TRY IT:
Starting from the line containing "Left hand at", write out the rest of the entries exactly, through the final line, including nothing else.

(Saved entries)
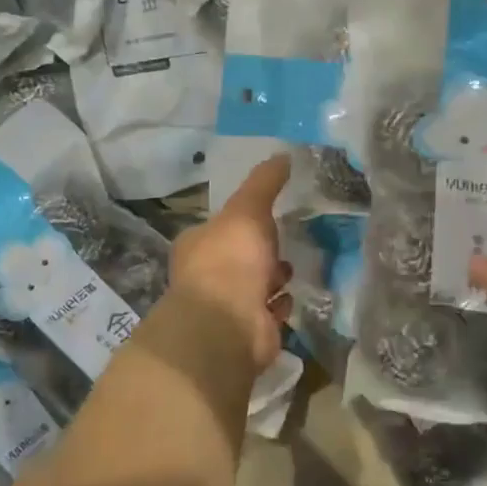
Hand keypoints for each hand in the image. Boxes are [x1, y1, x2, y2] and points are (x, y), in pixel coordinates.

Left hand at [168, 155, 293, 373]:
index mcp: (197, 245)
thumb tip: (283, 154)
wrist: (229, 326)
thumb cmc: (231, 261)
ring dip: (274, 279)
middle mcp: (207, 276)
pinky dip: (279, 306)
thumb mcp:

EXERCISE RESPONSE:
Left hand at [168, 155, 293, 373]:
index mcp: (197, 245)
thumb tip: (283, 154)
wrist: (229, 326)
thumb cmc: (231, 261)
ring dip: (274, 279)
middle mcp: (207, 276)
pinky dip: (279, 306)
thumb mcp:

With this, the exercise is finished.